■ **Data supplied**:
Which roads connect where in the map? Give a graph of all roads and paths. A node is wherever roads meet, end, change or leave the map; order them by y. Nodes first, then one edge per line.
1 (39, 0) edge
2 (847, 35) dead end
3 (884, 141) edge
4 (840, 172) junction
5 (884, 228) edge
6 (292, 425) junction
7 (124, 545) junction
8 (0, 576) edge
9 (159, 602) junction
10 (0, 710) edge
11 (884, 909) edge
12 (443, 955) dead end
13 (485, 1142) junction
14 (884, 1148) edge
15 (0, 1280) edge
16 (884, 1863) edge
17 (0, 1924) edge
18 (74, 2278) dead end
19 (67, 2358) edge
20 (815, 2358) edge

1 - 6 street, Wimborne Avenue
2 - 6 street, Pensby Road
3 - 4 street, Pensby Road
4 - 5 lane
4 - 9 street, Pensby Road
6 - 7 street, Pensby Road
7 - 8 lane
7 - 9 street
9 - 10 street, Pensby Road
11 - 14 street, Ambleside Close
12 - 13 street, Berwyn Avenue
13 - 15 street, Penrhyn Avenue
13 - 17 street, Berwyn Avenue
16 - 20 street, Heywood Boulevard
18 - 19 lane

■ **Assignment**: The entries above are to be output exactly as they appear.

■ **Task answer**:
Which roads connect where in the map? Give a graph of all roads and paths. A node is wherever roads meet, end, change or leave the map; order them by y. Nodes first, then one edge per line.
1 (39, 0) edge
2 (847, 35) dead end
3 (884, 141) edge
4 (840, 172) junction
5 (884, 228) edge
6 (292, 425) junction
7 (124, 545) junction
8 (0, 576) edge
9 (159, 602) junction
10 (0, 710) edge
11 (884, 909) edge
12 (443, 955) dead end
13 (485, 1142) junction
14 (884, 1148) edge
15 (0, 1280) edge
16 (884, 1863) edge
17 (0, 1924) edge
18 (74, 2278) dead end
19 (67, 2358) edge
20 (815, 2358) edge

1 - 6 street, Wimborne Avenue
2 - 6 street, Pensby Road
3 - 4 street, Pensby Road
4 - 5 lane
4 - 9 street, Pensby Road
6 - 7 street, Pensby Road
7 - 8 lane
7 - 9 street
9 - 10 street, Pensby Road
11 - 14 street, Ambleside Close
12 - 13 street, Berwyn Avenue
13 - 15 street, Penrhyn Avenue
13 - 17 street, Berwyn Avenue
16 - 20 street, Heywood Boulevard
18 - 19 lane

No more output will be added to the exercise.